Your assignment: Write out only the lines from the top of the listing below through the one with "position:relative; width:1697px; height:1927px;", exactly as they stand, while keeping pictures out of the copy.

Dataset:
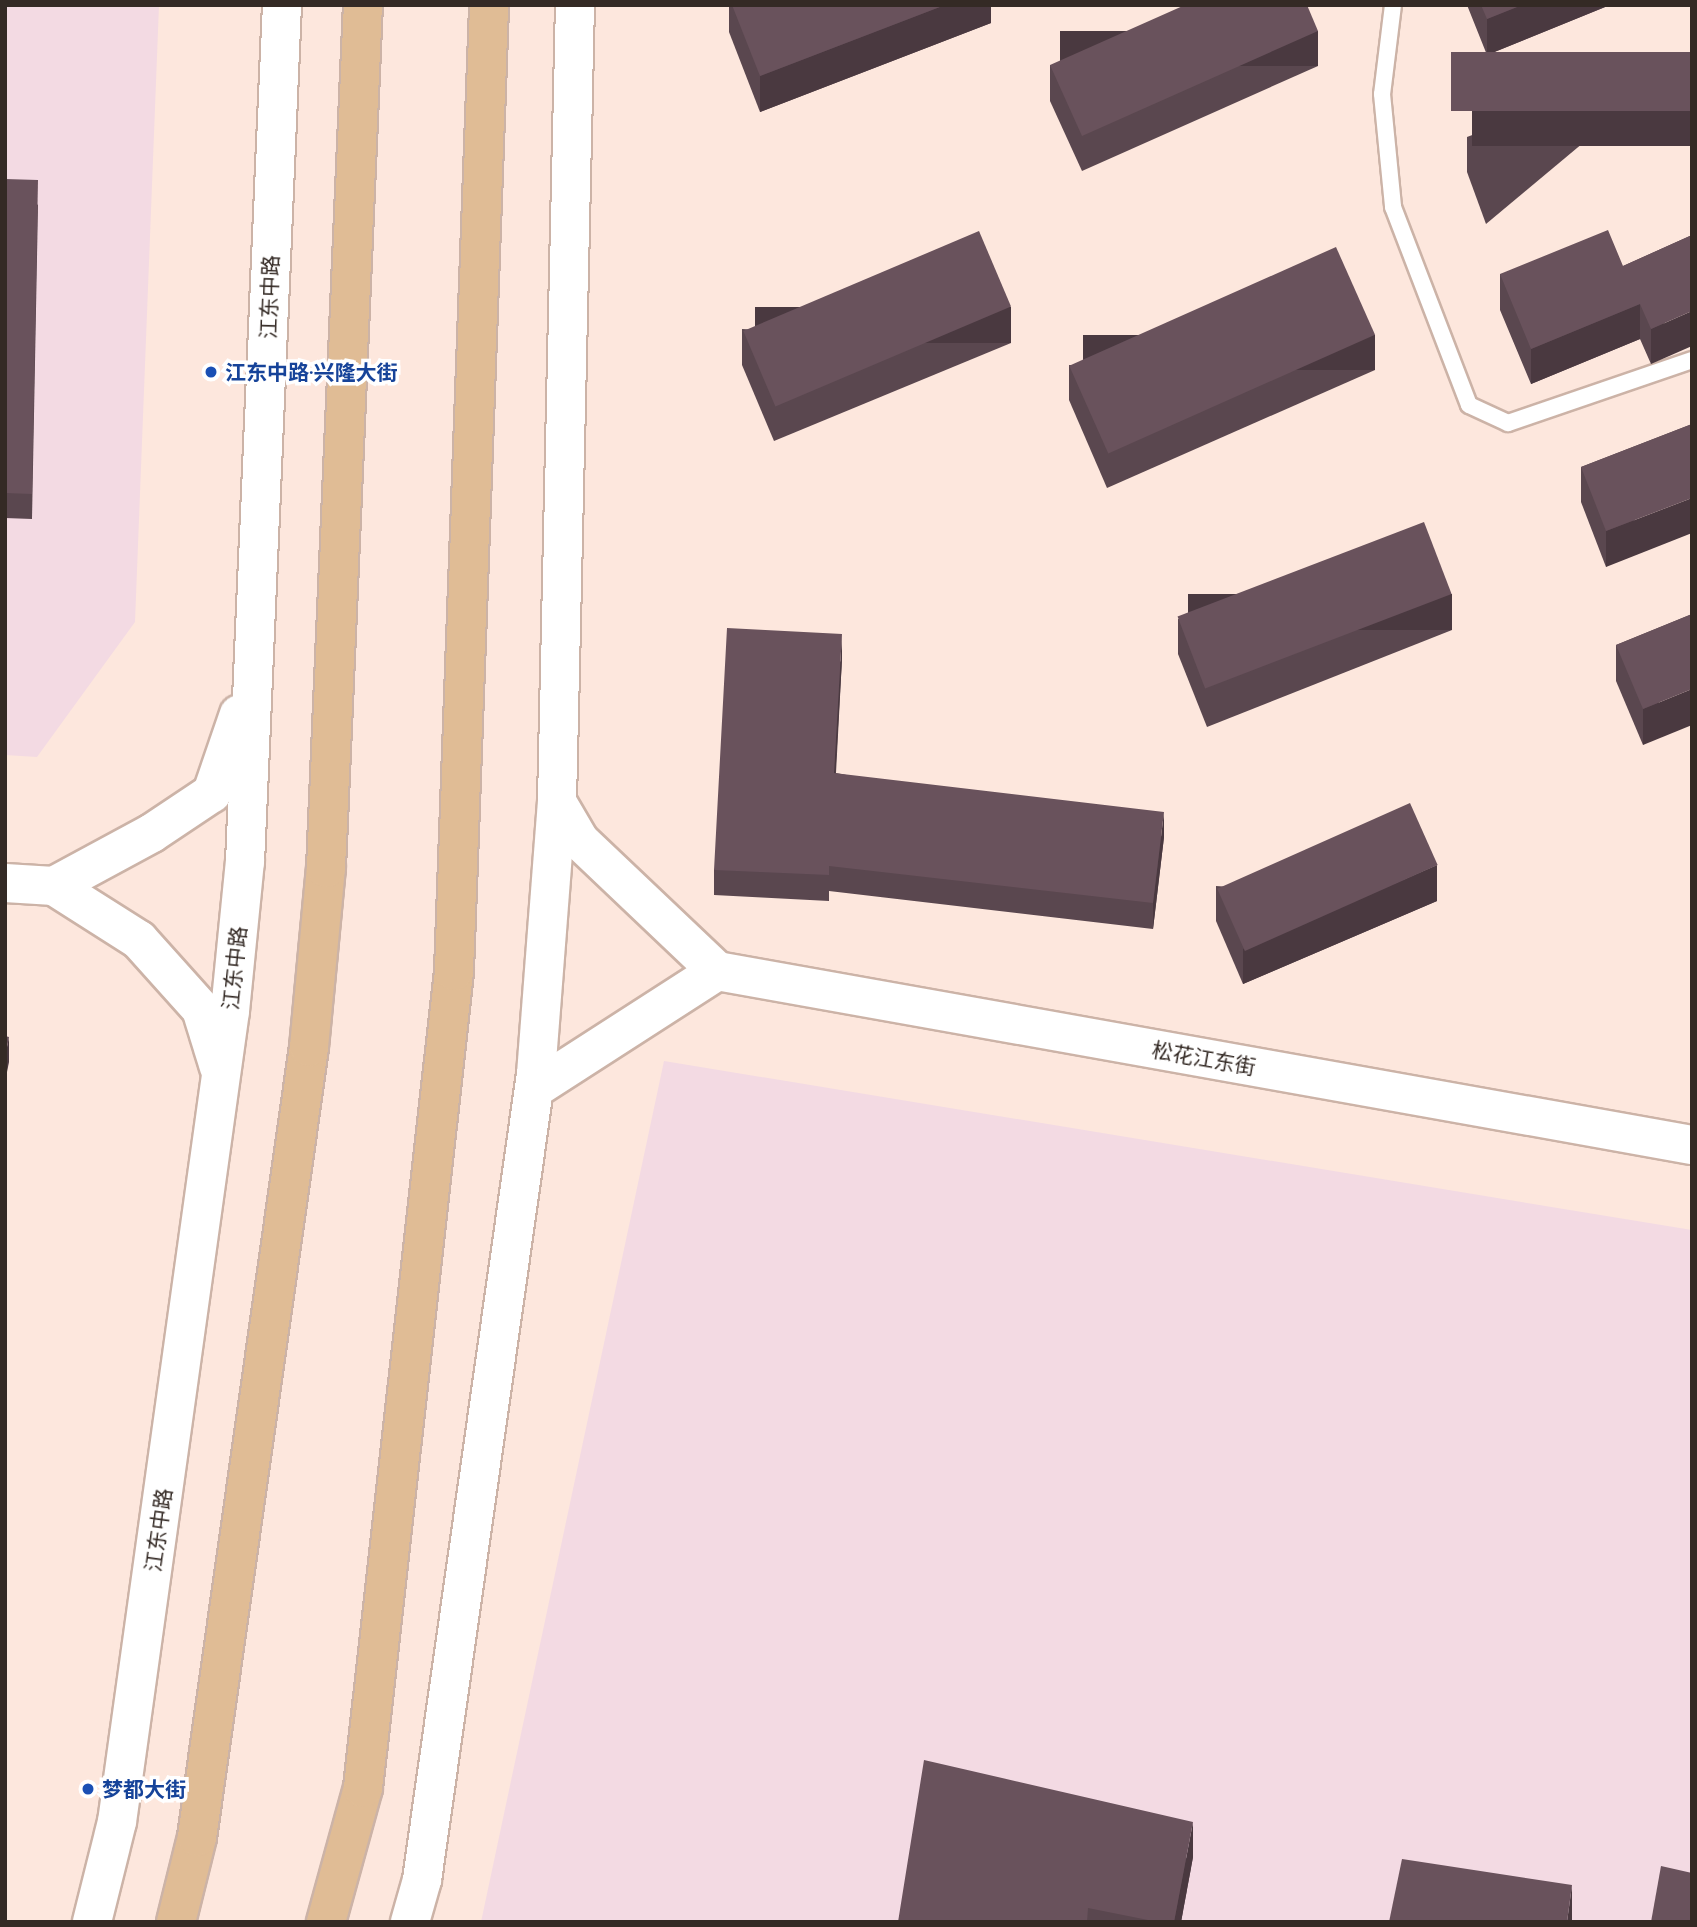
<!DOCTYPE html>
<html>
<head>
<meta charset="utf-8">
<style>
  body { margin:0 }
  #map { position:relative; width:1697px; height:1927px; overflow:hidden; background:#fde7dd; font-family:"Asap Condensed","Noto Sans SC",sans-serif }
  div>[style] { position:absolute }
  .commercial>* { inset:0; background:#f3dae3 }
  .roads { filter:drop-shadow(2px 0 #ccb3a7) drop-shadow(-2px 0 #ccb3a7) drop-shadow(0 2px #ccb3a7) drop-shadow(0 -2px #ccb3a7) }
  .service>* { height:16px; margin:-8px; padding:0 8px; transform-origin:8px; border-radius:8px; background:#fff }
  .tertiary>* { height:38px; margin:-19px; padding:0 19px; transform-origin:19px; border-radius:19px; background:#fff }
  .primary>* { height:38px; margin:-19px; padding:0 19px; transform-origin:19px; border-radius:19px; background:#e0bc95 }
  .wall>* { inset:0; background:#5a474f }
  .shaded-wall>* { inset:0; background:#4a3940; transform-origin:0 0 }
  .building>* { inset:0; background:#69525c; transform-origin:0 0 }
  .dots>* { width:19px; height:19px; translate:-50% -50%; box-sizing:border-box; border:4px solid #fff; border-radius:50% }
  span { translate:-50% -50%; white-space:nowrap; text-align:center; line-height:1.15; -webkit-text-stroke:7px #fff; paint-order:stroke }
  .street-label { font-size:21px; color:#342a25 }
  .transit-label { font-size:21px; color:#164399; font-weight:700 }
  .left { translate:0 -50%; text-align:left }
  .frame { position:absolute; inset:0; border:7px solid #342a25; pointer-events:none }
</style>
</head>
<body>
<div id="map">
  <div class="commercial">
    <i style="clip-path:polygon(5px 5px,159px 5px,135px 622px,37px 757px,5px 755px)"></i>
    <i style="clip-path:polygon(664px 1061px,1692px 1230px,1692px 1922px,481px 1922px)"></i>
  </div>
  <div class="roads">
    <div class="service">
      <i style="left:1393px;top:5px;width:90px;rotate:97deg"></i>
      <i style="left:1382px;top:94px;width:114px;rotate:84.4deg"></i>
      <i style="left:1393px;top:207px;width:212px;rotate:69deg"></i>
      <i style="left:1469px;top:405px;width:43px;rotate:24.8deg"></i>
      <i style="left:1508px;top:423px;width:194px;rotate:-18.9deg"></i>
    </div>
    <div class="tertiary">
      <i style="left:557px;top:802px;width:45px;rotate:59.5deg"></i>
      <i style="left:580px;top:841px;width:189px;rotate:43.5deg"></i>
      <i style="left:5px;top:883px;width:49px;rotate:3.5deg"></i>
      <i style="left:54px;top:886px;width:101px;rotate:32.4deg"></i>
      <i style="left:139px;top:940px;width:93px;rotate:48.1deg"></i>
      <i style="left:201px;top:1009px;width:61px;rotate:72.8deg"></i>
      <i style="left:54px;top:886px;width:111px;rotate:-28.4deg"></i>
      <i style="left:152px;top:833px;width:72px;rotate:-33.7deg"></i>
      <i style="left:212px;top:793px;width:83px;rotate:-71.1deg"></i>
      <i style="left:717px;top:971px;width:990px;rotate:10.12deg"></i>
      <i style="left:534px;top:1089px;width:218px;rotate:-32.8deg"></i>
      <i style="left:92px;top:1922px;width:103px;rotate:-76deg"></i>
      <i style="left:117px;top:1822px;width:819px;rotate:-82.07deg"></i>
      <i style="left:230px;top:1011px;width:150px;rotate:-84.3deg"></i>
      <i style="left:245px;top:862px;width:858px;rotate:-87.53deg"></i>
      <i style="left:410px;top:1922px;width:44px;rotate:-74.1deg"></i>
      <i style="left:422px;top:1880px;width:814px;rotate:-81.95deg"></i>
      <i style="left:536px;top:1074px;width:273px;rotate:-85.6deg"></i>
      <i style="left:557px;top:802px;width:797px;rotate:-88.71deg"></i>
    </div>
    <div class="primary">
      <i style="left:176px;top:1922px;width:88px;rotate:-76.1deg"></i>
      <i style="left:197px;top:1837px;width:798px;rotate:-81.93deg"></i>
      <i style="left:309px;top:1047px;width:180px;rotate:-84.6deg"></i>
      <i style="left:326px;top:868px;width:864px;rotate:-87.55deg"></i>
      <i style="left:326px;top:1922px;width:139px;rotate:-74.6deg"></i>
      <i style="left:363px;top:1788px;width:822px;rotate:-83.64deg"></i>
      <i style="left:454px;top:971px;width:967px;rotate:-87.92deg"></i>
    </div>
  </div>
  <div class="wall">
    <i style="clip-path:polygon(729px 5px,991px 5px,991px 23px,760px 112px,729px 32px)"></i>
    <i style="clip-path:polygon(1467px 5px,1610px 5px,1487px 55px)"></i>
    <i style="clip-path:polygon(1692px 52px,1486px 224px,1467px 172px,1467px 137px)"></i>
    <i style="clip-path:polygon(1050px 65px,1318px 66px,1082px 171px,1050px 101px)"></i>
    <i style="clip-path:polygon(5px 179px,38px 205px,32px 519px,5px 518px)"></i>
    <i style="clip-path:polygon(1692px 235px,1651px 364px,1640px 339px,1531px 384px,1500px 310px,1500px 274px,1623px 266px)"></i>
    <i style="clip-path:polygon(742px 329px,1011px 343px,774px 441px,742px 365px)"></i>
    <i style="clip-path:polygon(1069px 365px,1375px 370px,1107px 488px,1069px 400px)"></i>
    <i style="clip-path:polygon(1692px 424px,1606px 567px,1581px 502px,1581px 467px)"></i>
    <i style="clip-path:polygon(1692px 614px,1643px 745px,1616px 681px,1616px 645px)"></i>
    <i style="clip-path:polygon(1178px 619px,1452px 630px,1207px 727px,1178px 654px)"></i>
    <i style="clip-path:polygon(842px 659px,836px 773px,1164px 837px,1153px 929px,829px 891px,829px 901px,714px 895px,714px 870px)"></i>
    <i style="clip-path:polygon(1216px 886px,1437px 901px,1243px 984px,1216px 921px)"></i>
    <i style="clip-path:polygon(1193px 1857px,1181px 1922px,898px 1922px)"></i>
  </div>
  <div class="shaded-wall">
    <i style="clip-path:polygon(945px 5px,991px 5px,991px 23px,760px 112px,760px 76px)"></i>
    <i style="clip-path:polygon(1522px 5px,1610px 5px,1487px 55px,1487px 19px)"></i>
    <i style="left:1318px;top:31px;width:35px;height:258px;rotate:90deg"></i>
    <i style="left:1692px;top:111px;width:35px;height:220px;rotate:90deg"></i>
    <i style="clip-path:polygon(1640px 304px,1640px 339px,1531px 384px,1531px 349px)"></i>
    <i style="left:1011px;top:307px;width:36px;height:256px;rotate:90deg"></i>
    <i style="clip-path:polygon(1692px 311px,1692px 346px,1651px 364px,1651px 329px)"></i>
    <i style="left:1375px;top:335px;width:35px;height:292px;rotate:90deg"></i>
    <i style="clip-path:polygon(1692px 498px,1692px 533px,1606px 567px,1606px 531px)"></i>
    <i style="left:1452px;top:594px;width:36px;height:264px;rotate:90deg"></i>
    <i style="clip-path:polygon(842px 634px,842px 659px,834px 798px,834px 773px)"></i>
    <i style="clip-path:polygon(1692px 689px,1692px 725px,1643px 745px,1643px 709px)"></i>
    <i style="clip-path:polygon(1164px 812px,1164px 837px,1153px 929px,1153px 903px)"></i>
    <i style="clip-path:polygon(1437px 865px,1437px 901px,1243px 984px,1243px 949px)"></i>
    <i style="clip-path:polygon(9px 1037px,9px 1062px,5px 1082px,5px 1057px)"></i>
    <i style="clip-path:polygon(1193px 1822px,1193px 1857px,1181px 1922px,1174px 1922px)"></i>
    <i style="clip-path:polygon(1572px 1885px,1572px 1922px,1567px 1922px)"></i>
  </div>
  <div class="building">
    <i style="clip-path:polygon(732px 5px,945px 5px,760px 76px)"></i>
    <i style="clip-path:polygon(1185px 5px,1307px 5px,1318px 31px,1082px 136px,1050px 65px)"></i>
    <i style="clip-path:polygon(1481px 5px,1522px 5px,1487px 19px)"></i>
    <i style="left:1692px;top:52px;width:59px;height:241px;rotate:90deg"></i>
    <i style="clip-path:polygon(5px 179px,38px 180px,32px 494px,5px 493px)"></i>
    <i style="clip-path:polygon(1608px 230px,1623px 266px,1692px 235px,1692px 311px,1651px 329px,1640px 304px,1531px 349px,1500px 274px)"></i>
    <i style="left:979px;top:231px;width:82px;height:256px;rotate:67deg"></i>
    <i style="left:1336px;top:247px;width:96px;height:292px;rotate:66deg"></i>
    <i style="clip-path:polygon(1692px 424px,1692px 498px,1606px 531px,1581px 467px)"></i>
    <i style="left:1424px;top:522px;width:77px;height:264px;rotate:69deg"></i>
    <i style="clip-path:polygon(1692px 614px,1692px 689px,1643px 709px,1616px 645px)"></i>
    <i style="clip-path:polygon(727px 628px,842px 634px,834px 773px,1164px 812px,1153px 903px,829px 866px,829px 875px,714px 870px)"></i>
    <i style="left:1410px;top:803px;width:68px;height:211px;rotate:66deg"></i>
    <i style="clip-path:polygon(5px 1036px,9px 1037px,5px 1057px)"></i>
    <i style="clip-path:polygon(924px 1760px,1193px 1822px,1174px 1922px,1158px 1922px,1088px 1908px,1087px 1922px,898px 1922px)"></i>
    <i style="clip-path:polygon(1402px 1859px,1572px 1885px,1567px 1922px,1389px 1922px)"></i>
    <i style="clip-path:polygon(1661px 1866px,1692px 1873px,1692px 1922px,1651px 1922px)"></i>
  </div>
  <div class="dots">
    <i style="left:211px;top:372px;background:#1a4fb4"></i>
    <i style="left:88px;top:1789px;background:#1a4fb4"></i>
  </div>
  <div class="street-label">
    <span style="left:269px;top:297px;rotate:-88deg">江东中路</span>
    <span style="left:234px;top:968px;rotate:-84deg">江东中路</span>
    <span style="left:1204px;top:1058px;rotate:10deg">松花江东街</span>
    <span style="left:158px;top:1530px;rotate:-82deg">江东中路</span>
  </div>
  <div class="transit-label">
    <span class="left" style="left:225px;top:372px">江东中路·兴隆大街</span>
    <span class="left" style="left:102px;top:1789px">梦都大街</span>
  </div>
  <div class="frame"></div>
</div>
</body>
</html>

Answer below:
<!DOCTYPE html>
<html>
<head>
<meta charset="utf-8">
<style>
  body { margin:0 }
  #map { position:relative; width:1697px; height:1927px; overflow:hidden; background:#fde7dd; font-family:"Asap Condensed","Noto Sans SC",sans-serif }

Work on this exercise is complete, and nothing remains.